Domain structure of NtrC. NtrC is comprised of three functional domains: an amino-terminal regulatory domain (∼120 amino acids) that is phosphorylated at aspartate 54 (D54), a central catalytic domain (∼240 amino acids) that contains determinants for ATP binding and hydrolysis, as well as for oligomerization and transcriptional activation, and a carboxy-terminal domain (∼90 amino acids) that contains a helix-turn-helix DNA-binding motif and dimerization determinants. Residues within the central catalytic domain of NtrC that appear to be required for MgATP binding (this work) are indicated by b, whereas residues that appear to be required for ATP hydrolysis but not binding are indicated by h. Residues G173, S207/E208, D239, R294, and G355/R358 lie in conserved regions 1, 3, 4, 6, and 7, respectively, of Morett and Segovia (36).

FIG. 2

Binding of MgATP and ATP to wild-type and D239 mutant forms of NtrC. The monomer concentration of NtrC was 10 μM. The amount of ATP bound to protein was measured by filter binding as described in Materials and Methods and plotted by using Kaleidograph. (A to C) Binding of MgATP to wild-type NtrC, NtrC^D239C, and NtrC^D239A, respectively; (D to F) binding of ATP to the same proteins. Since less than 1% of the ATP added was bound, [ATP]_total = [ATP]_free. All of the proteins with substitutions at D239 showed higher maximum binding of nucleotide in the presence or absence of divalent cation than did the wild-type protein (∼12% versus 4%).

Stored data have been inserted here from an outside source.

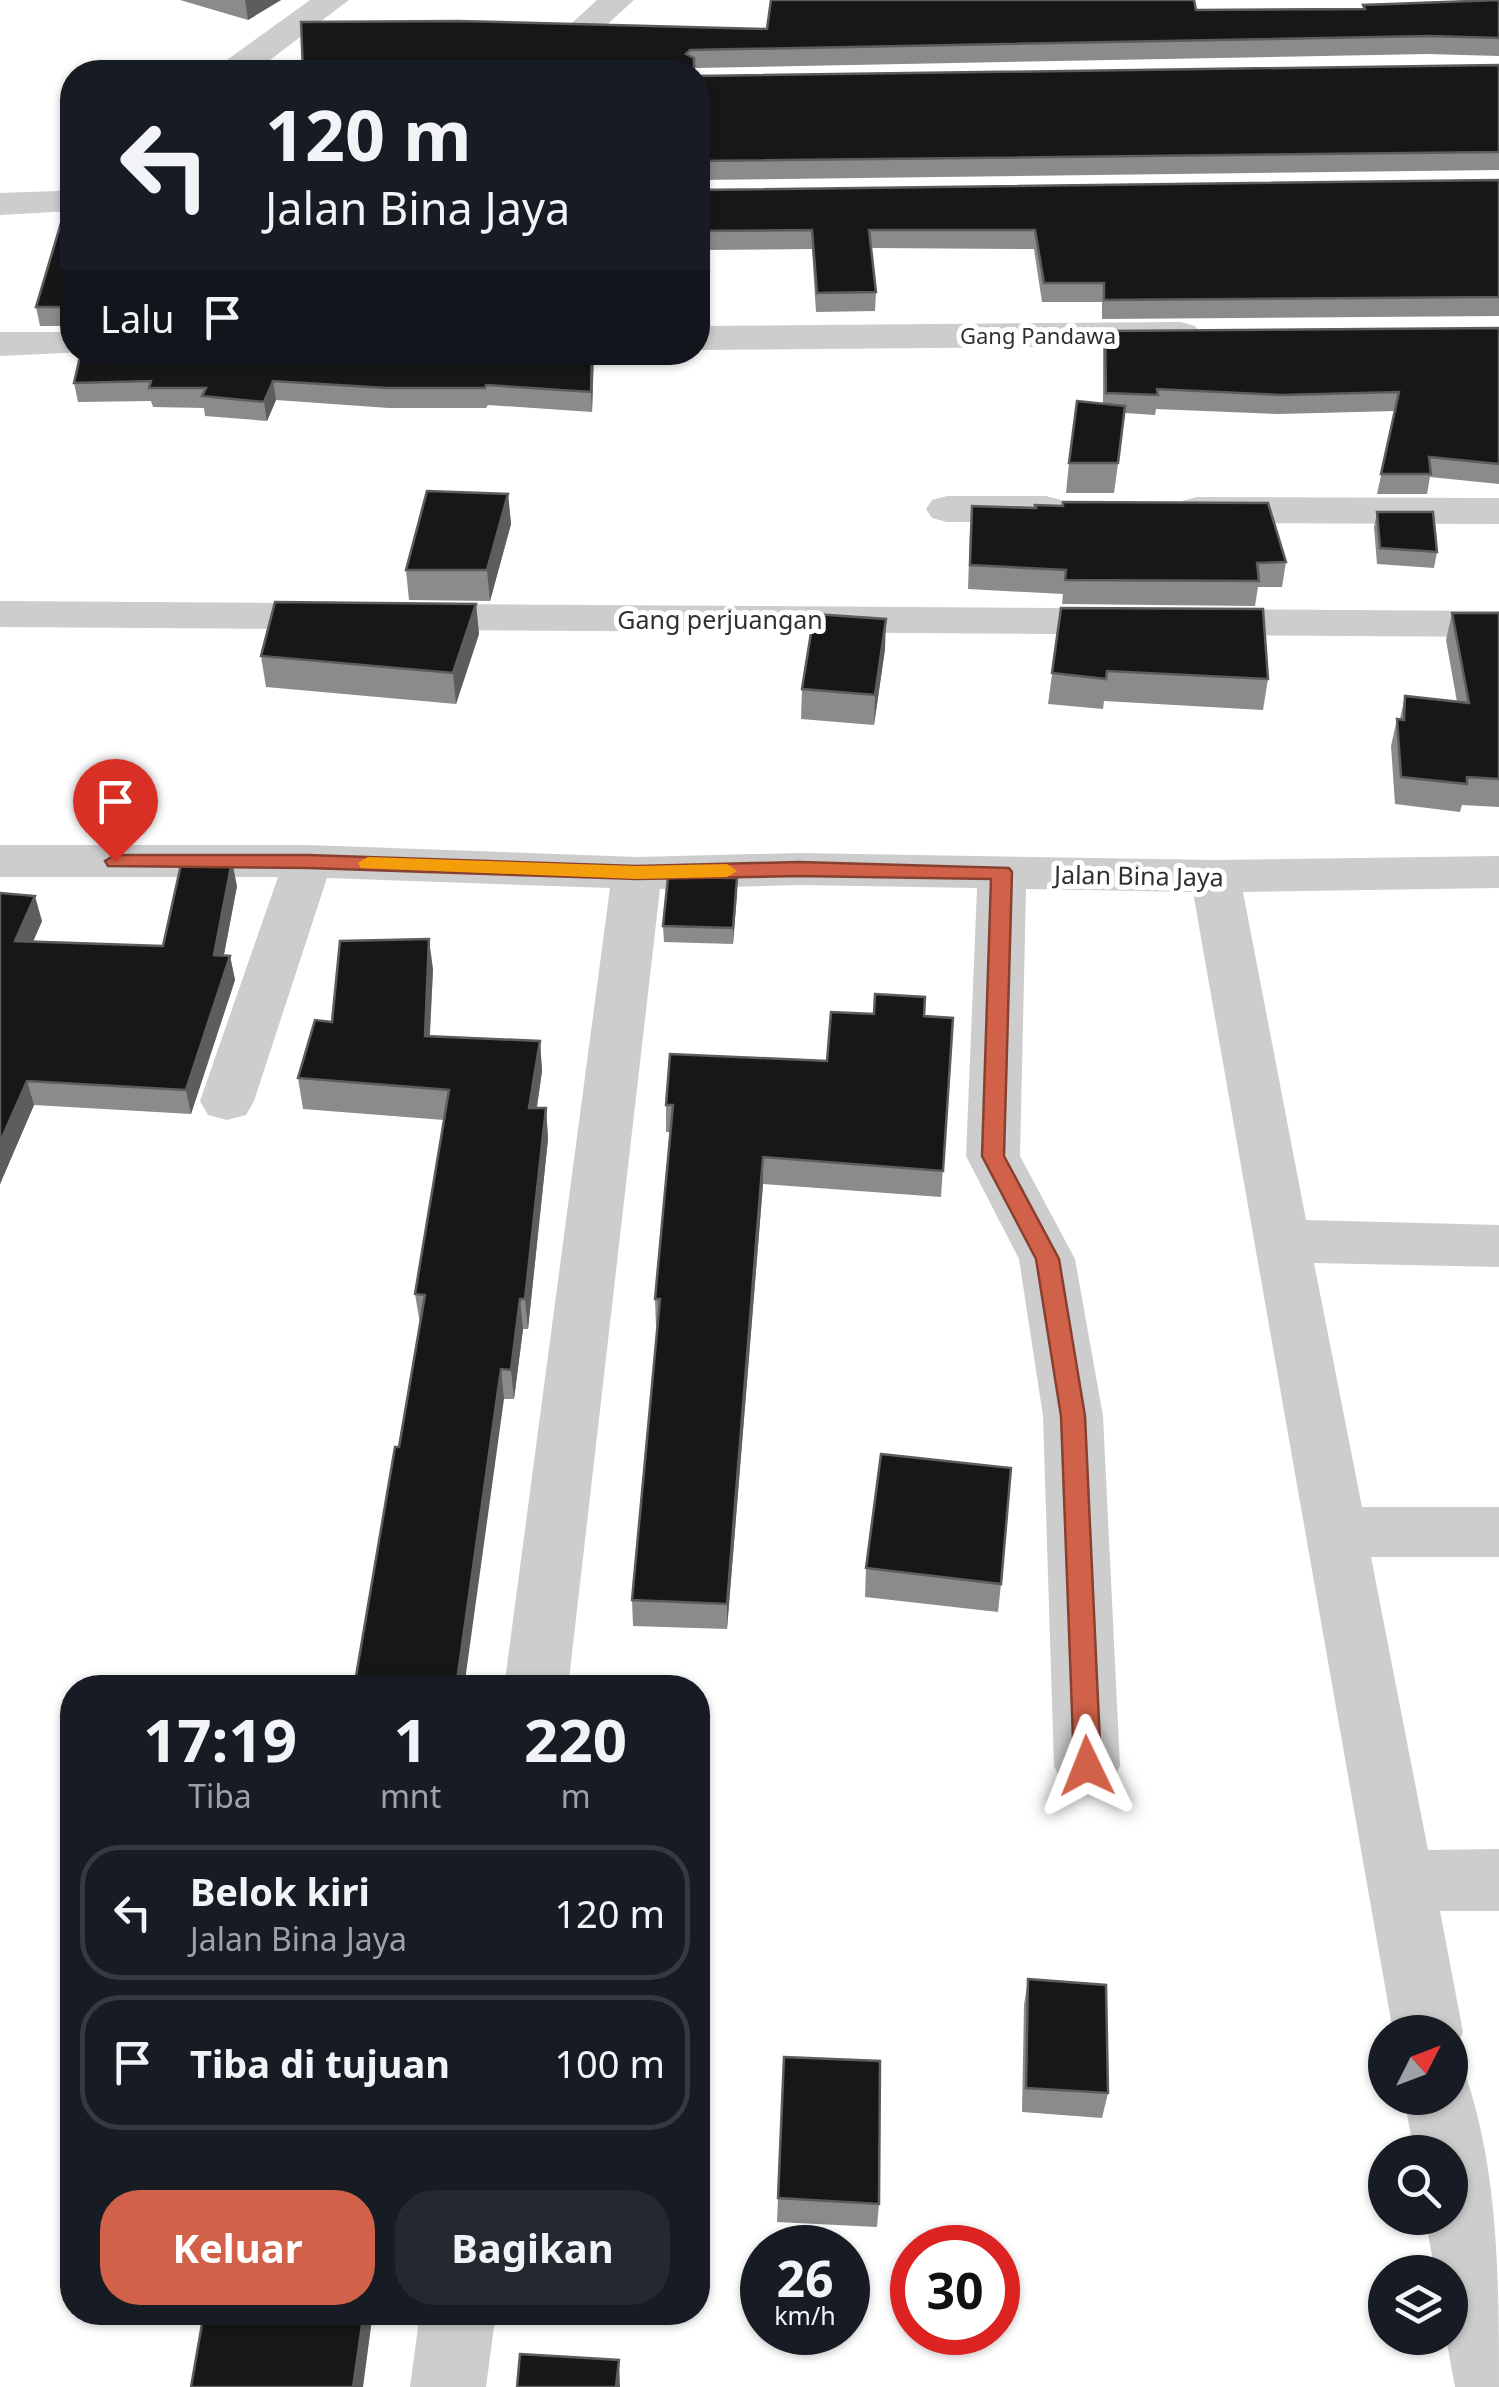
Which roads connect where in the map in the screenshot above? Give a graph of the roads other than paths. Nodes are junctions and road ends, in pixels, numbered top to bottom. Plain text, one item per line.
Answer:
1 (332, 0) edge
2 (617, 0) edge
3 (588, 24) edge
4 (249, 60) edge
5 (60, 201) edge
6 (0, 204) edge
7 (1225, 334) edge
8 (710, 338) edge
9 (0, 344) edge
10 (60, 344) edge
11 (947, 509) dead end
12 (1085, 510) edge
13 (1164, 510) edge
14 (1499, 511) edge
15 (0, 614) edge
16 (1499, 624) edge
17 (0, 861) edge
18 (308, 861) junction
19 (637, 872) junction
20 (1002, 872) junction
21 (1499, 872) edge
22 (1215, 876) junction
23 (227, 1101) dead end
24 (1282, 1241) junction
25 (1499, 1246) edge
26 (1336, 1532) junction
27 (1499, 1532) edge
28 (538, 1675) edge
29 (1087, 1766) dead end
30 (1499, 1880) edge
31 (1400, 1881) junction
32 (1425, 2015) edge
33 (1444, 2115) edge
34 (1488, 2300) edge
35 (456, 2325) edge
36 (448, 2387) edge
37 (1493, 2387) edge

1 - 4 street
2 - 3 street
5 - 6 street
7 - 8 street, Gang Pandawa
9 - 10 street
11 - 12 street
13 - 14 street
15 - 16 street, Gang perjuangan
17 - 18 street, Jalan Bina Jaya
18 - 19 street, Jalan Bina Jaya
18 - 23 street
19 - 20 street, Jalan Bina Jaya
19 - 28 street
20 - 22 street, Jalan Bina Jaya
20 - 29 street
21 - 22 street, Jalan Bina Jaya
22 - 24 street
24 - 25 street
24 - 26 street
26 - 27 street
26 - 31 street
30 - 31 street
31 - 32 street
33 - 34 street
34 - 37 street
35 - 36 street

Given their higher apparent affinities for nucleotide, this result is commensurate with the view that low values for all proteins may be accounted for by the lability of protein-nucleotide complexes.

FIG. 3

Binding of Mn²⁺ to NtrC proteins and their isolated N-terminal domains (residues 1 to 124). Isotherms for the binding of Mn²⁺ to MBP-NtrC (178 μM monomer; a), MBP-NtrC^D239A (188 μM monomer; b), the N-terminal domain of NtrC (170 μM monomer; c, filled circles), and the N-terminal domain of NtrC^D54E (112 μM monomer; c, open circles). The amount of bound Mn²⁺ was calculated from the difference between the total amount of Mn²⁺ and the EPR measurements of Mn²⁺ that remained free in the presence of protein. The lines in panels a to c present three-point smoothing averages of the data. (d) Adjusted isotherms for MBP-NtrC (filled circles) and MBP-NtrC^D239A (open circles), corrected by subtracting nonspecific quenching from the smoothed data in panels a and b, respectively. Nonspecific quenching was estimated from the slopes of the isotherms at concentrations of free Mn²⁺ above 1 mM (see Results). The adjusted isotherms for MBP-NtrC, and MBP-NtrC^D239A were very similar, and the solid line represents a least squares fit of the combined data, which yielded a K_d of 260 μM and a stoichiometry of 1.1. Binding reactions and EPR analyses were carried out as described in Materials and Methods. [Mn²⁺]_b is [Mn²⁺]_bound, [P] is [NtrC]_total, and [Mn²⁺]_f is [Mn²⁺]_free.

FIG. 4

Titration calorimetry binding isotherm observed upon injecting MgATPγS into NtrC^3Ala protein. The titration was carried out at a dimer concentration of NtrC^3Ala of 80 μM as described in Materials and Methods. ●, experimental points; ——, fit according to the equation of Wiseman et al. (68); K_d, dissociation constant; ΔH, enthalpy change; n, stoichiometry factor. Deviations represent the fitting error of this single experiment.